* [EXERCISE DETAILS] Only lines holding the word "links" are needed; copy each of them from the material.

* [EXTRACTED INFORMATION]
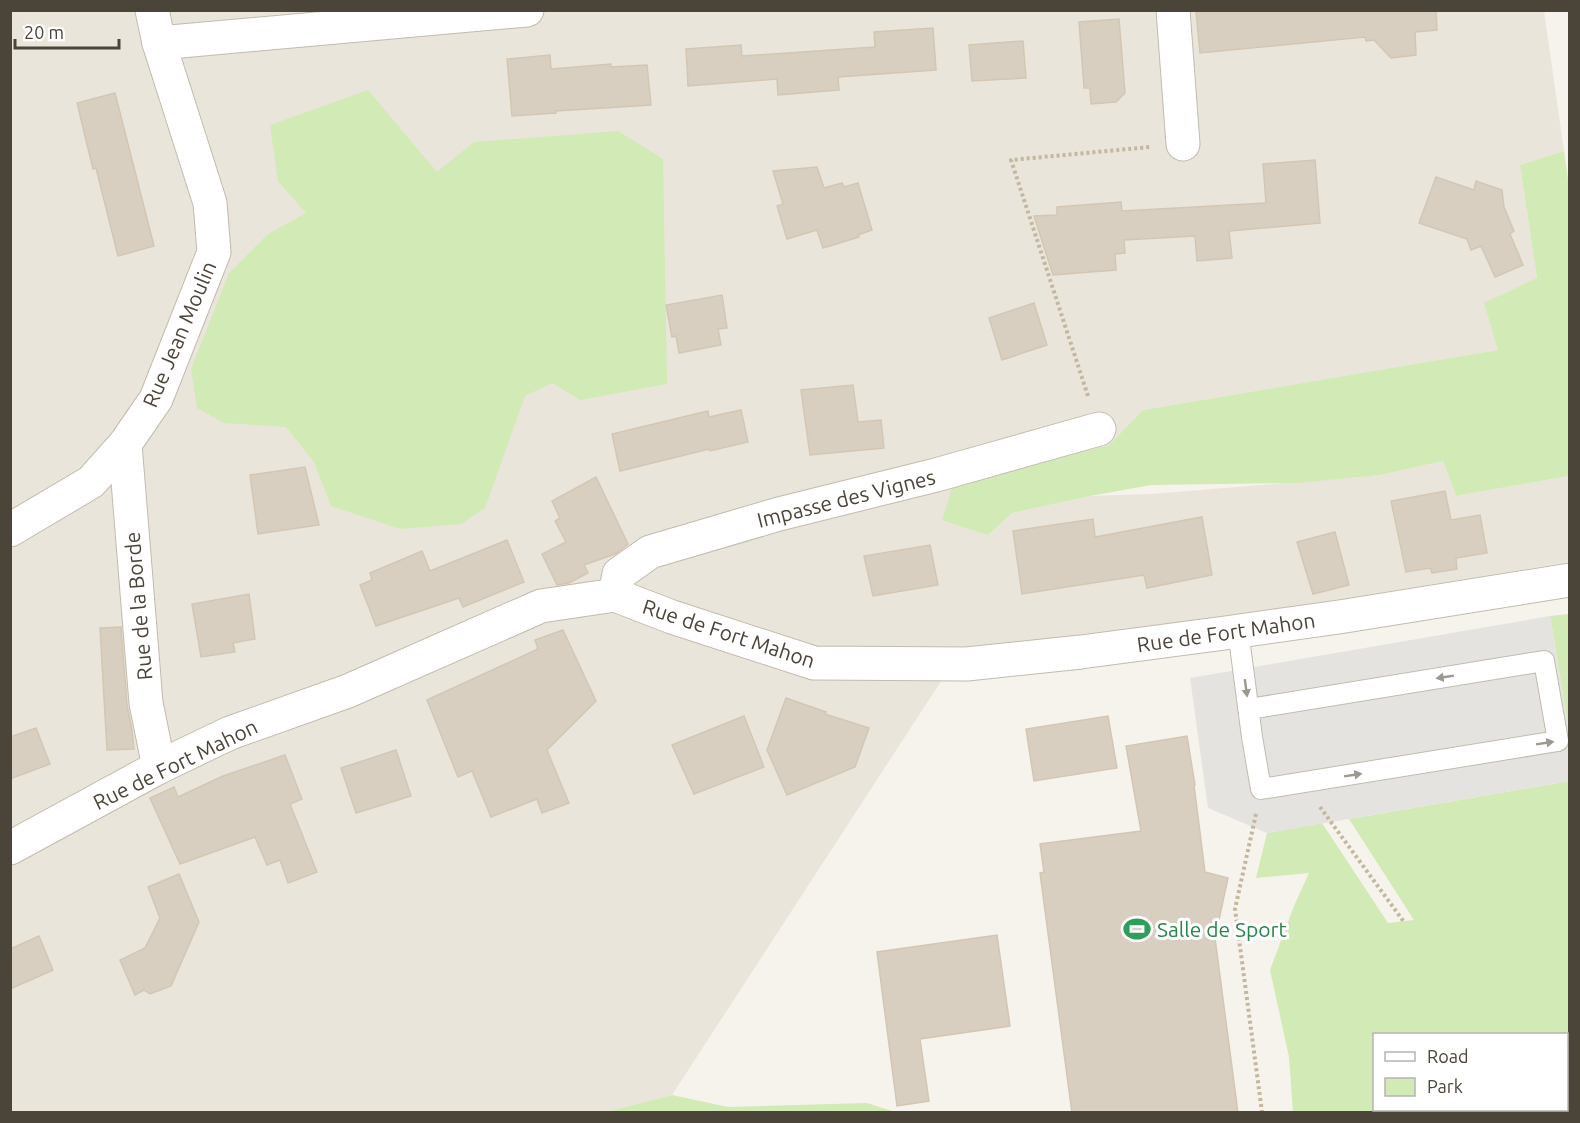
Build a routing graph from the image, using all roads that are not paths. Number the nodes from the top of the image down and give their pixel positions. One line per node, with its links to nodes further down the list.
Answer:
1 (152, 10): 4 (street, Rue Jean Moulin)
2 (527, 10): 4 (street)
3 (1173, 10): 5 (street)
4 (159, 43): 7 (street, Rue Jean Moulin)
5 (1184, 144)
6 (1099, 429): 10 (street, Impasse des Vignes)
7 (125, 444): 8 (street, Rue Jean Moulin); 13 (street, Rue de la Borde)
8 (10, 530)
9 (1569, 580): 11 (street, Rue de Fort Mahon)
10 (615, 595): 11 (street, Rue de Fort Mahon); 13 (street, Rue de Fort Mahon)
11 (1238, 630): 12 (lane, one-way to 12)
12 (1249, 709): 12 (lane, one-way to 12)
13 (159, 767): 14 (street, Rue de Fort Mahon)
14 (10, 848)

==

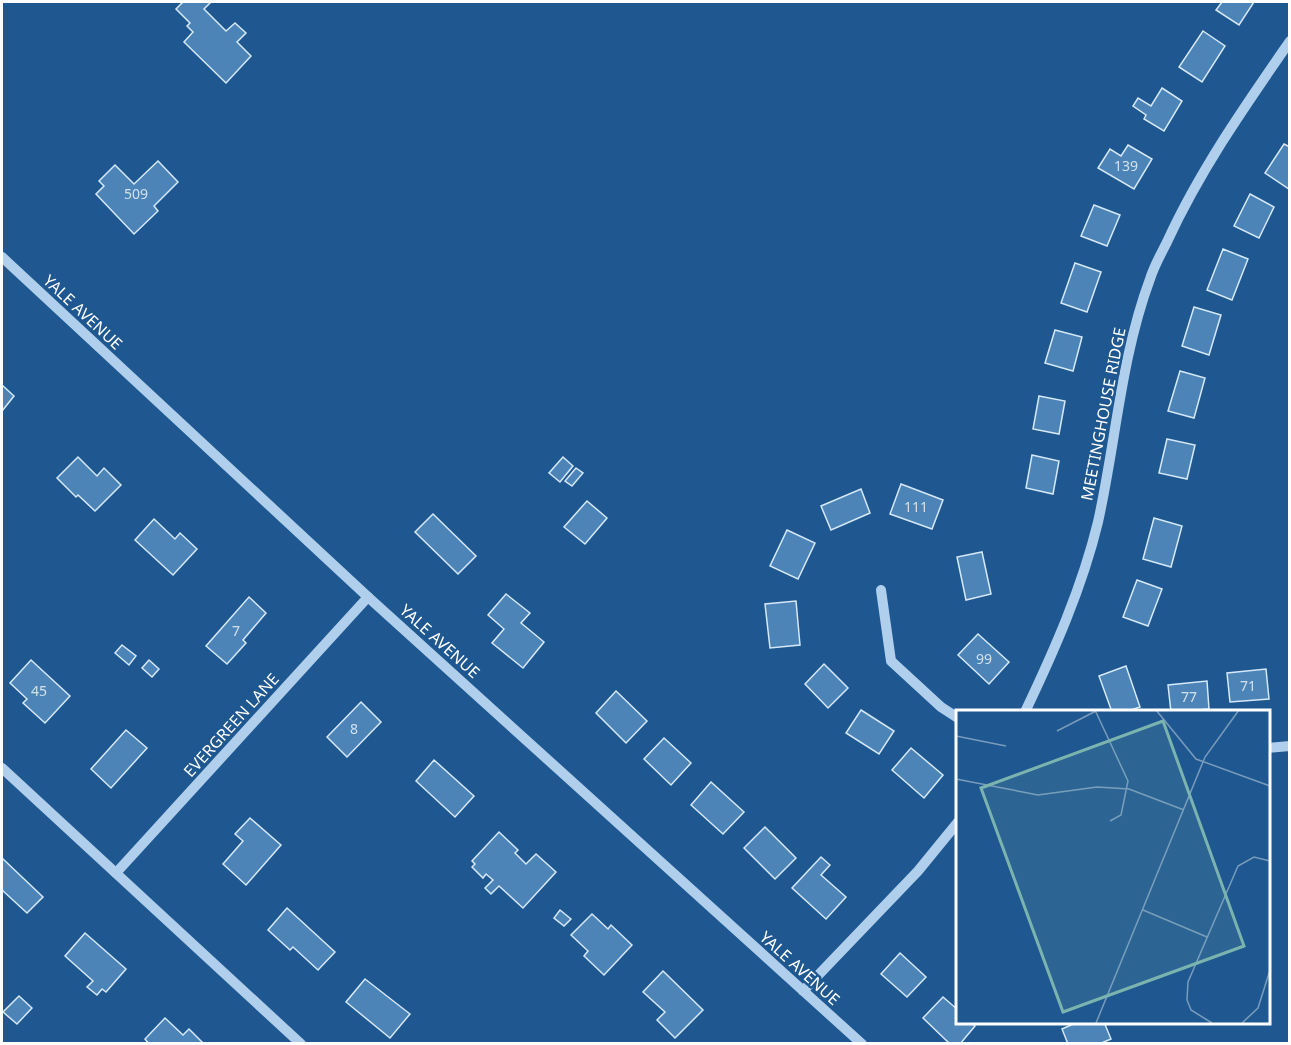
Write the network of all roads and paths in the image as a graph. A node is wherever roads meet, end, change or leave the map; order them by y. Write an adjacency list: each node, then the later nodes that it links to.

--

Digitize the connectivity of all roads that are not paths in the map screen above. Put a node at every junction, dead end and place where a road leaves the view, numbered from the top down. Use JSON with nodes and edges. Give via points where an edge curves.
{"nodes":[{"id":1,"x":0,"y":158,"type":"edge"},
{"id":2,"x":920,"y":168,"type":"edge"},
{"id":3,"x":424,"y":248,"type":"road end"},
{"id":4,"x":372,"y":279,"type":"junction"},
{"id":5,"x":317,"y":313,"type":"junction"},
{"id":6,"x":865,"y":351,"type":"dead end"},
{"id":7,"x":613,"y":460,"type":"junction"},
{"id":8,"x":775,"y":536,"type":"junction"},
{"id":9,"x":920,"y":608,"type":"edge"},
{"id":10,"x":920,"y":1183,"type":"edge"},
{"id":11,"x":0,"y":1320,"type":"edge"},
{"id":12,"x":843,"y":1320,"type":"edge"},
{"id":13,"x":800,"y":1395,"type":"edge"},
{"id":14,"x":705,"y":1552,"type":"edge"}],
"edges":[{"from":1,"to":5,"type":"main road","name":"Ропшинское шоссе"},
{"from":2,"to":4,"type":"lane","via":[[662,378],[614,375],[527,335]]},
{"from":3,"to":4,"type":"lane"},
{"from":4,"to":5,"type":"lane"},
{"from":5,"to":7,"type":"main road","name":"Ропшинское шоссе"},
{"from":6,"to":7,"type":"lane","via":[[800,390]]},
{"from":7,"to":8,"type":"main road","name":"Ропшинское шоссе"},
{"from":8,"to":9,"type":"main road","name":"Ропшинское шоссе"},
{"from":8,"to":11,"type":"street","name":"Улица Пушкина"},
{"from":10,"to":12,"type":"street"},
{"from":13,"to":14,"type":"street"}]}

* [EXERCISE SOLUTION]
Build a routing graph from the image, using all roads that are not paths. Number the nodes from the top of the image down and give their pixel positions. One line per node, with its links to nodes further down the list.
Write the network of all roads and paths in the image as a graph. A node is wherever roads meet, end, change or leave the map; order them by y. Write an adjacency list: each node, then the later nodes that it links to.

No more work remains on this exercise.